> PROBLEM TO WORK ON: Tally the lines in the records below that contain "every" and return only the result.

Data records:
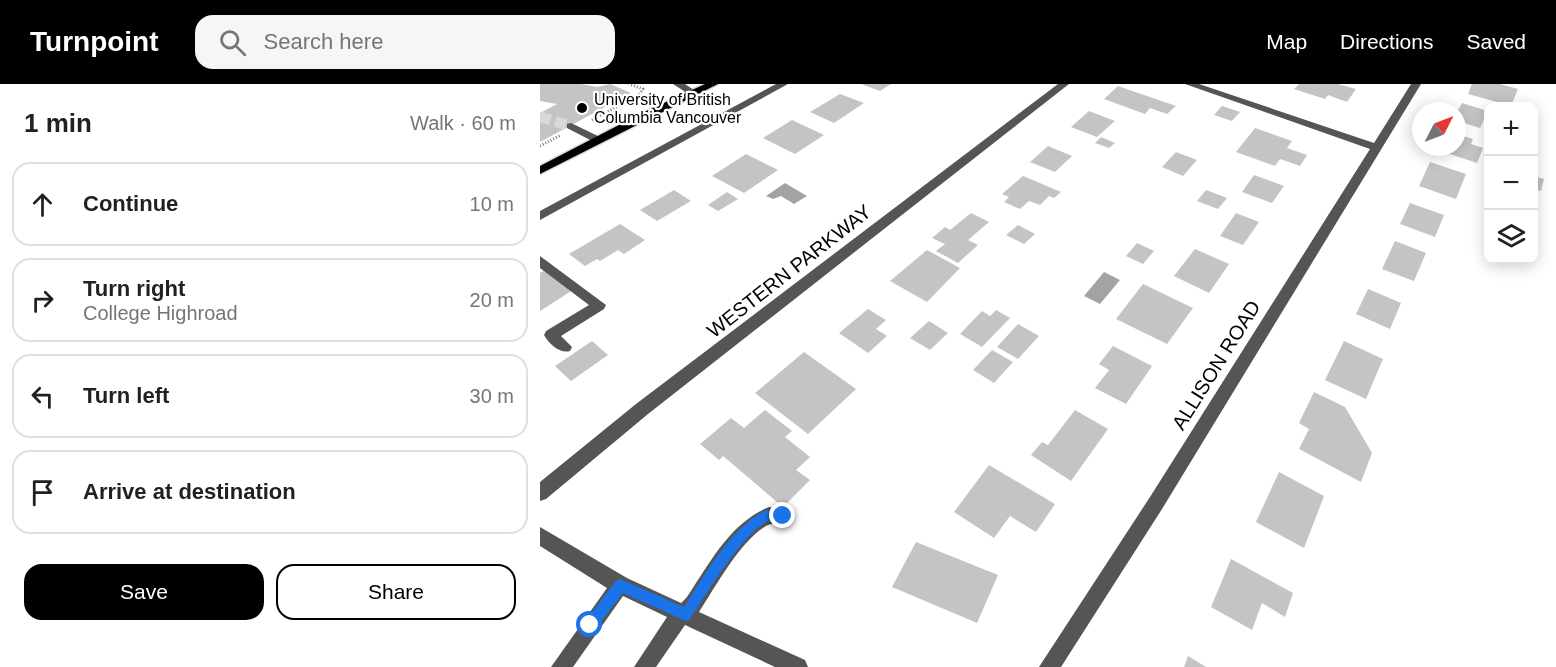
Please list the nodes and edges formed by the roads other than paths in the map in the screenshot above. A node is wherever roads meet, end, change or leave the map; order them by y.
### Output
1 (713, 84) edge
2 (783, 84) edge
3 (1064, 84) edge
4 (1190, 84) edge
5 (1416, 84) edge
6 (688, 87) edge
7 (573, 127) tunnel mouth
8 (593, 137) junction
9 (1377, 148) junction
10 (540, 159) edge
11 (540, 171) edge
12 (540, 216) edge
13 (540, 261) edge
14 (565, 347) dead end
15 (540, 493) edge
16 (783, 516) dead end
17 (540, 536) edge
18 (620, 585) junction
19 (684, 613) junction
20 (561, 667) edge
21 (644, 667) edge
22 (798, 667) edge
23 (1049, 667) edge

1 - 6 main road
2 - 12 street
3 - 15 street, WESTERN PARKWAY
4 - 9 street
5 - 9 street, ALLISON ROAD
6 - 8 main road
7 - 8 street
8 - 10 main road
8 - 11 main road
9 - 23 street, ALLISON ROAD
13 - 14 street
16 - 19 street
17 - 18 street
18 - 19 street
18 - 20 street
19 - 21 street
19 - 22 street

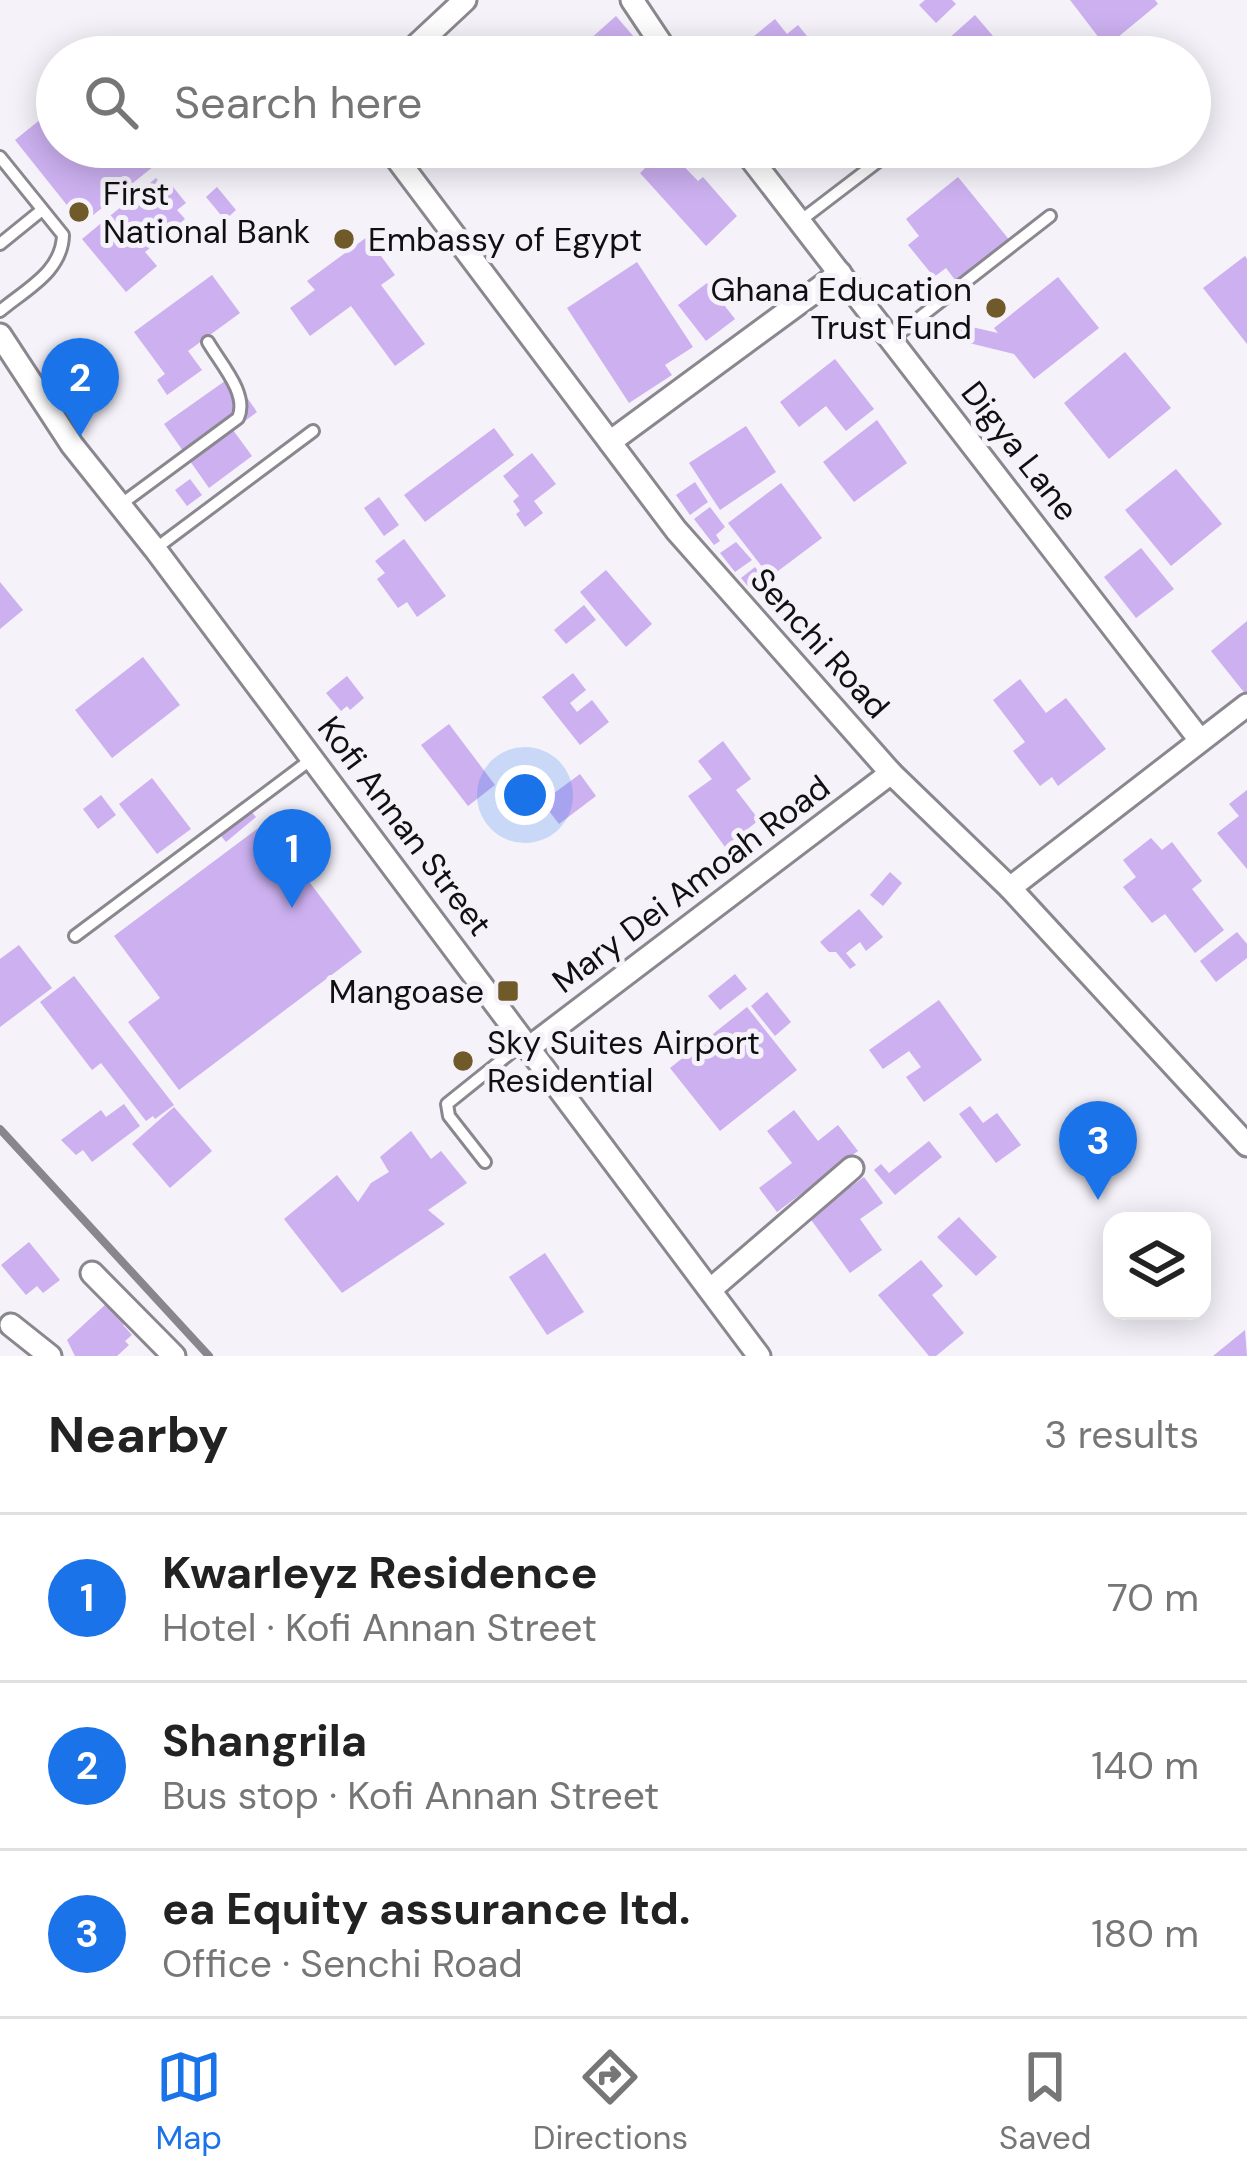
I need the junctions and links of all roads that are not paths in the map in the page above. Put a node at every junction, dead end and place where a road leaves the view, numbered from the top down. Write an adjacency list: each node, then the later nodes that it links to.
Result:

...

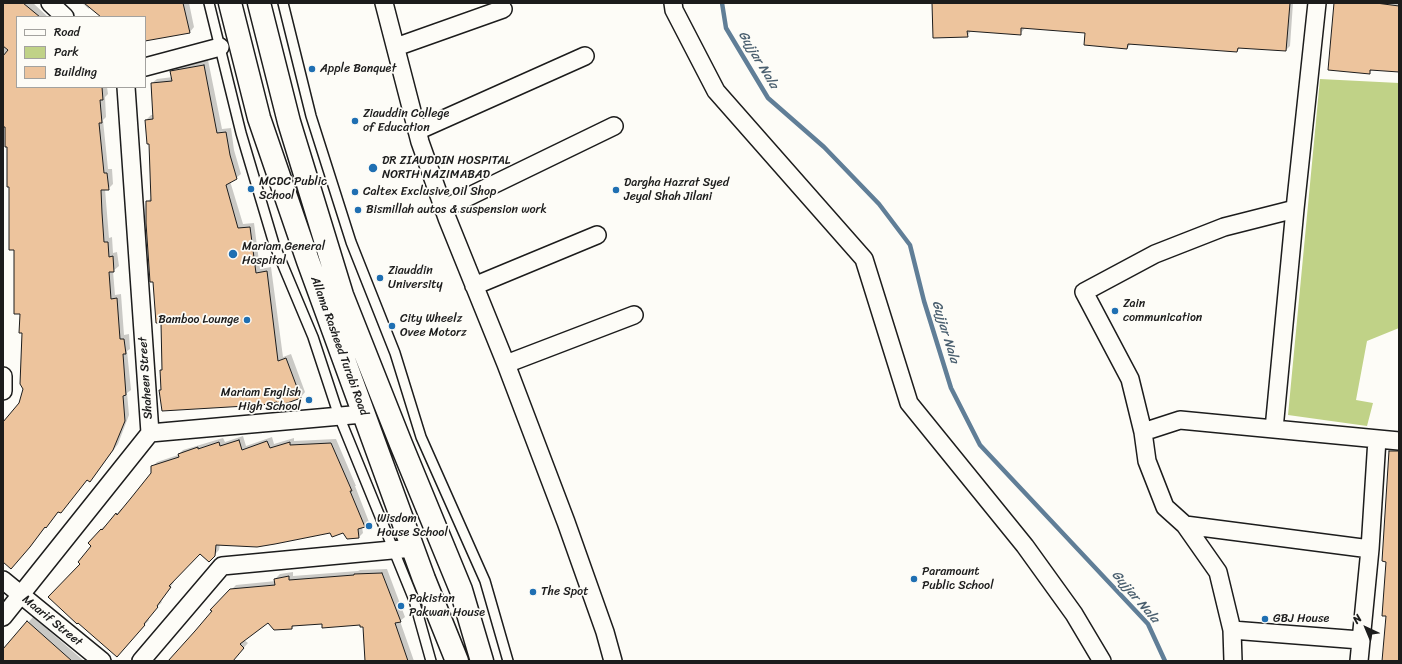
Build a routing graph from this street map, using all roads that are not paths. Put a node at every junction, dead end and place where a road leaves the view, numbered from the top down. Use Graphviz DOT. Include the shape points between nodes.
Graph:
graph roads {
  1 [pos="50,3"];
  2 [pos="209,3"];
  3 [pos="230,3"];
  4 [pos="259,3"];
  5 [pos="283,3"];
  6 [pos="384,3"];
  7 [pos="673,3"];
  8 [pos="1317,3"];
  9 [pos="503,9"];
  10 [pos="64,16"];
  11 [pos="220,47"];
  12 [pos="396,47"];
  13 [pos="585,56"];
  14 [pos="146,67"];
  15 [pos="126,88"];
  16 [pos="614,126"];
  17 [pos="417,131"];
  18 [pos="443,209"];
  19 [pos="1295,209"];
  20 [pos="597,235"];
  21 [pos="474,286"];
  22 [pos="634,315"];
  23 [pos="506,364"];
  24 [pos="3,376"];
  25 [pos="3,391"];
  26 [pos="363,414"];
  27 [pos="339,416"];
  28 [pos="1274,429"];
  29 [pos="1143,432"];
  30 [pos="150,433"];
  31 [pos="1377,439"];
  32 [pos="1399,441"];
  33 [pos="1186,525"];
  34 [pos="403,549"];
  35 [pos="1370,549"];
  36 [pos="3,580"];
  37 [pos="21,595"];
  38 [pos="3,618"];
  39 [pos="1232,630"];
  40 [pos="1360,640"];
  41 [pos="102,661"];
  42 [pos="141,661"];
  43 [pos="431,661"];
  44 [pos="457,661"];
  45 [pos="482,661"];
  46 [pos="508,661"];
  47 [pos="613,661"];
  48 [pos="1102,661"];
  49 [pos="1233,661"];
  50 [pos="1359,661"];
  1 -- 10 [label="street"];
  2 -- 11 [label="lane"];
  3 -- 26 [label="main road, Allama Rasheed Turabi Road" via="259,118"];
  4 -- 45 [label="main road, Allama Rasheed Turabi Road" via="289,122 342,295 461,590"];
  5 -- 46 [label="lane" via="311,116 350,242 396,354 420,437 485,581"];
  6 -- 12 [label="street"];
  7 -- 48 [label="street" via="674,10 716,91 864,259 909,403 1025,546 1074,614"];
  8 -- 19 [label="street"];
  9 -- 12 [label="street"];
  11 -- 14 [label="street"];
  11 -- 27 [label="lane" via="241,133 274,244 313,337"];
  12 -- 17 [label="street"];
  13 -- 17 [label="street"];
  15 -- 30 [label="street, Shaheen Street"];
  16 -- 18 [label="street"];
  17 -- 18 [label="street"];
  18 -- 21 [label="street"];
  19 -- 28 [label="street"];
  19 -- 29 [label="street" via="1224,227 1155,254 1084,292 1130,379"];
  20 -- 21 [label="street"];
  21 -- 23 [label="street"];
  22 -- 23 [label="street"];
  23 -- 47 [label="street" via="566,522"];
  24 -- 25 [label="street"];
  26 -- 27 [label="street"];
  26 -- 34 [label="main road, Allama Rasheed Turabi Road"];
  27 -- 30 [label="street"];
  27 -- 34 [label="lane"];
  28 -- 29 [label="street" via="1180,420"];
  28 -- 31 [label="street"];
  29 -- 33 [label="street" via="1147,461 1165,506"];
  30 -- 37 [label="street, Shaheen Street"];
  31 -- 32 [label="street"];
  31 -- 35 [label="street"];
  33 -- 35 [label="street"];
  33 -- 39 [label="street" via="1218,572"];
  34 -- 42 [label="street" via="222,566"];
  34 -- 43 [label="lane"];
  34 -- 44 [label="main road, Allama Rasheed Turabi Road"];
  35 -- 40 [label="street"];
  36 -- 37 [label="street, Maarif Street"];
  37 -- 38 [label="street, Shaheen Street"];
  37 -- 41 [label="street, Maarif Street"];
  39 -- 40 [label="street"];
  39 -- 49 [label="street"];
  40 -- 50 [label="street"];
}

> TASK RESULT: 2